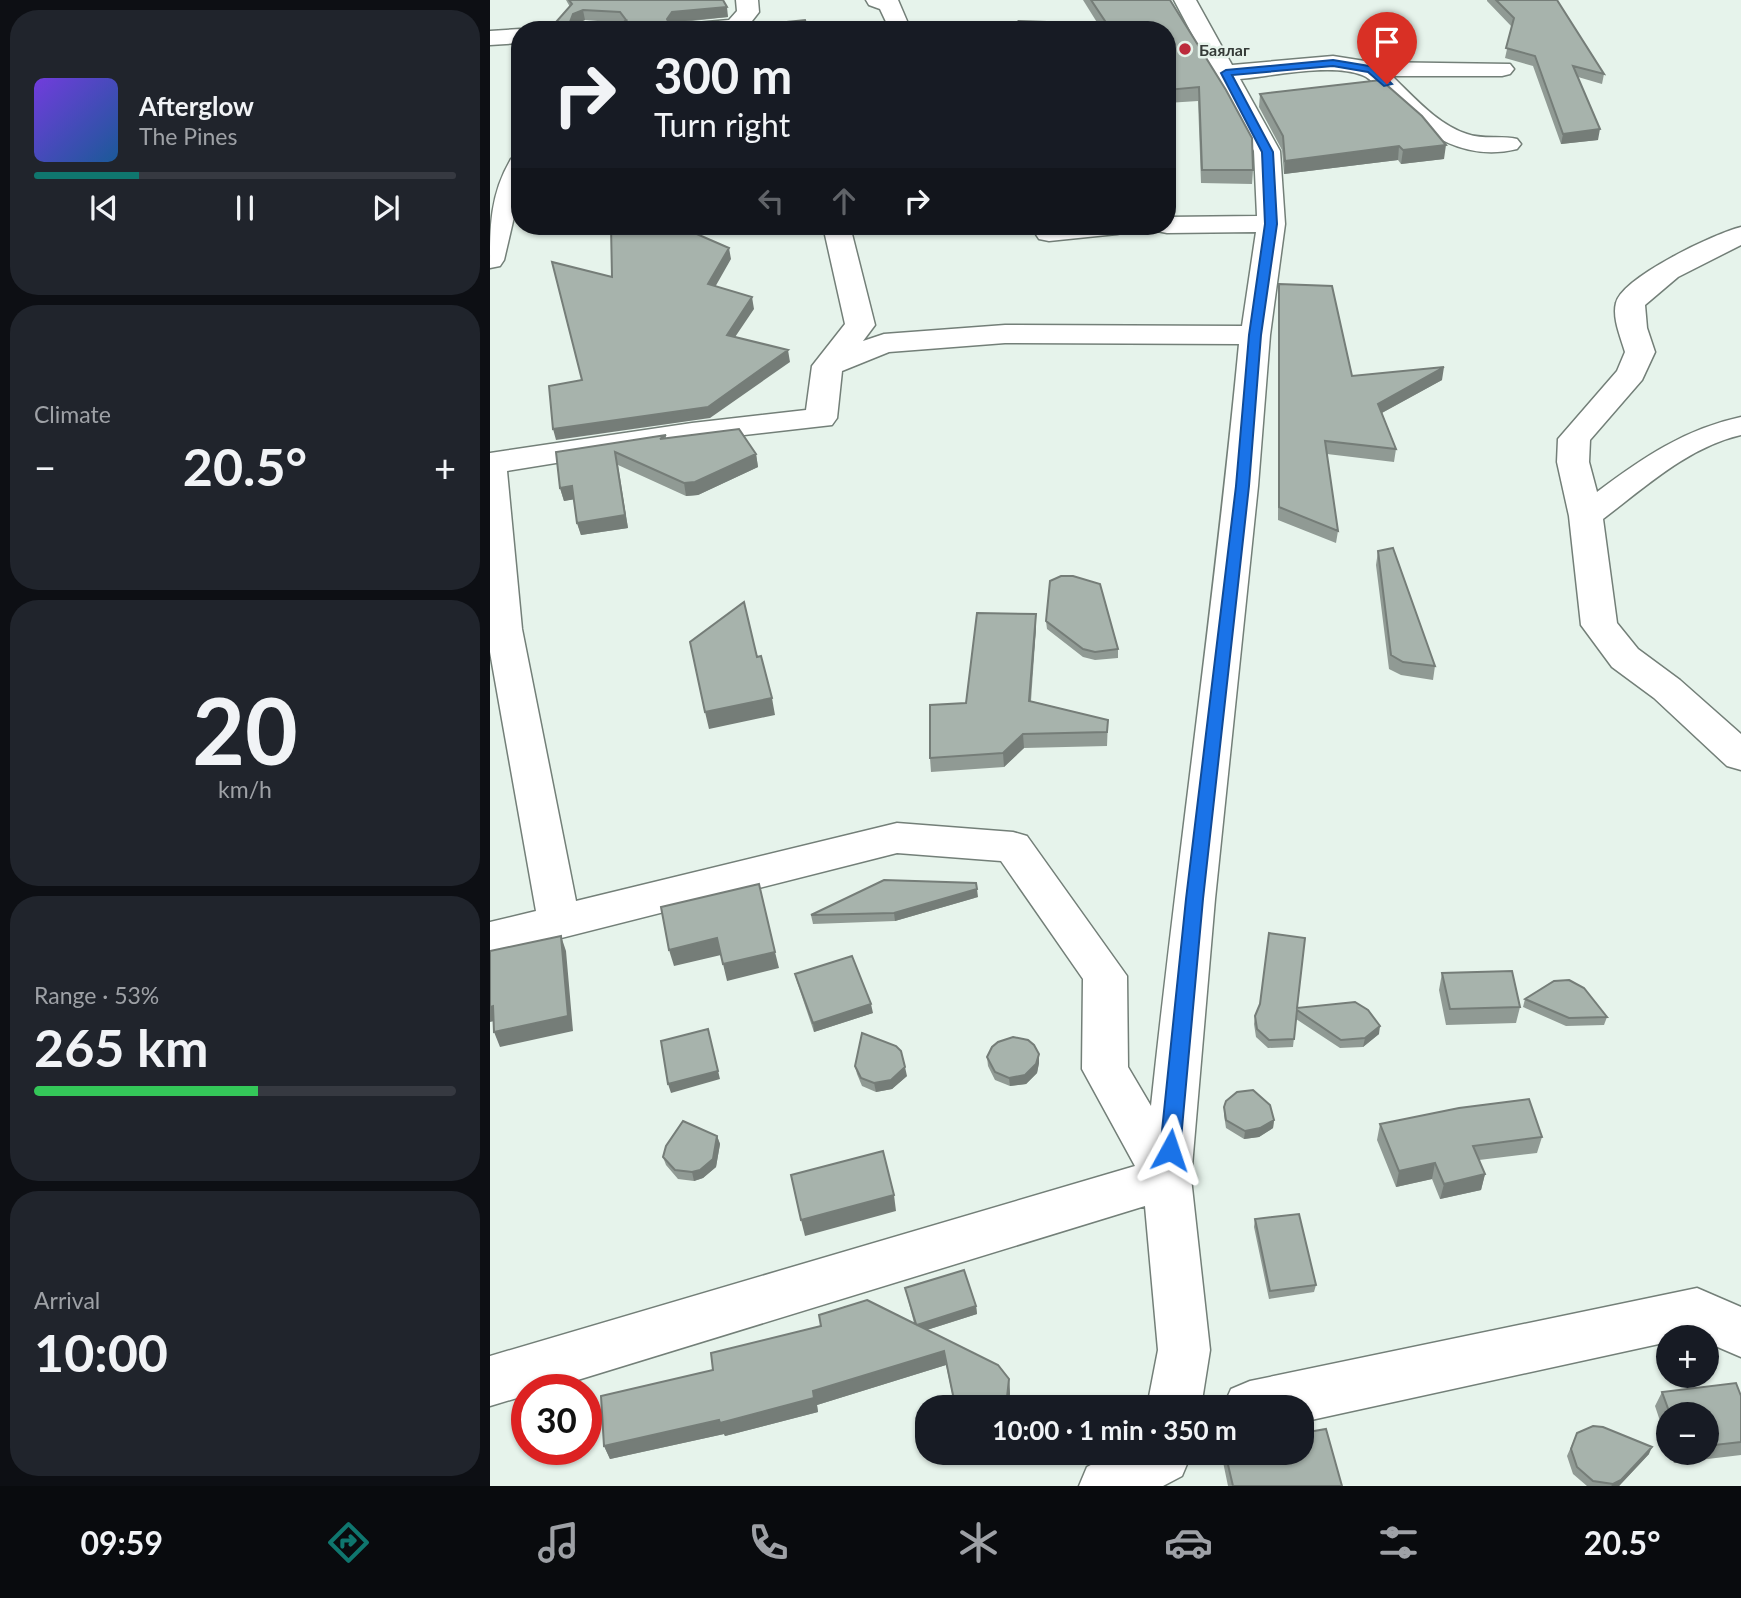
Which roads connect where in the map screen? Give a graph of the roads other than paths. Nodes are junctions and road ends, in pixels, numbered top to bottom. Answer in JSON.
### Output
{"nodes":[{"id":1,"x":747,"y":0,"type":"edge"},
{"id":2,"x":877,"y":0,"type":"edge"},
{"id":3,"x":1185,"y":0,"type":"edge"},
{"id":4,"x":740,"y":21,"type":"edge"},
{"id":5,"x":896,"y":21,"type":"dead end"},
{"id":6,"x":511,"y":37,"type":"edge"},
{"id":7,"x":490,"y":38,"type":"edge"},
{"id":8,"x":1371,"y":69,"type":"junction"},
{"id":9,"x":1502,"y":69,"type":"dead end"},
{"id":10,"x":1226,"y":73,"type":"junction"},
{"id":11,"x":1508,"y":144,"type":"dead end"},
{"id":12,"x":511,"y":169,"type":"edge"},
{"id":13,"x":1271,"y":224,"type":"junction"},
{"id":14,"x":1176,"y":225,"type":"edge"},
{"id":15,"x":838,"y":235,"type":"edge"},
{"id":16,"x":1741,"y":235,"type":"edge"},
{"id":17,"x":490,"y":260,"type":"edge"},
{"id":18,"x":1255,"y":335,"type":"junction"},
{"id":19,"x":827,"y":366,"type":"junction"},
{"id":20,"x":1741,"y":426,"type":"edge"},
{"id":21,"x":490,"y":473,"type":"edge"},
{"id":22,"x":1586,"y":516,"type":"junction"},
{"id":23,"x":1741,"y":756,"type":"edge"},
{"id":24,"x":558,"y":921,"type":"junction"},
{"id":25,"x":490,"y":940,"type":"edge"},
{"id":26,"x":1167,"y":1178,"type":"junction"},
{"id":27,"x":1741,"y":1333,"type":"edge"},
{"id":28,"x":490,"y":1381,"type":"edge"},
{"id":29,"x":1177,"y":1395,"type":"edge"},
{"id":30,"x":1306,"y":1395,"type":"edge"},
{"id":31,"x":1144,"y":1465,"type":"edge"},
{"id":32,"x":1106,"y":1486,"type":"edge"}],
"edges":[{"from":1,"to":4,"type":"street"},
{"from":2,"to":5,"type":"street"},
{"from":3,"to":10,"type":"street"},
{"from":6,"to":7,"type":"street"},
{"from":8,"to":9,"type":"street"},
{"from":8,"to":10,"type":"street"},
{"from":8,"to":11,"type":"street"},
{"from":10,"to":13,"type":"street"},
{"from":12,"to":17,"type":"street"},
{"from":13,"to":14,"type":"street"},
{"from":13,"to":18,"type":"street"},
{"from":15,"to":19,"type":"street"},
{"from":16,"to":22,"type":"street"},
{"from":18,"to":19,"type":"street"},
{"from":18,"to":26,"type":"street"},
{"from":19,"to":21,"type":"street"},
{"from":20,"to":22,"type":"street"},
{"from":21,"to":24,"type":"street"},
{"from":22,"to":23,"type":"street"},
{"from":24,"to":25,"type":"street"},
{"from":24,"to":26,"type":"street"},
{"from":26,"to":28,"type":"street"},
{"from":26,"to":29,"type":"street"},
{"from":27,"to":30,"type":"street"},
{"from":31,"to":32,"type":"street"}]}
....
> _What is expected_: Across the whole listing above, report each line that includes "dead".

> _Answer to this problem_:
{"id":5,"x":896,"y":21,"type":"dead end"},
{"id":9,"x":1502,"y":69,"type":"dead end"},
{"id":11,"x":1508,"y":144,"type":"dead end"},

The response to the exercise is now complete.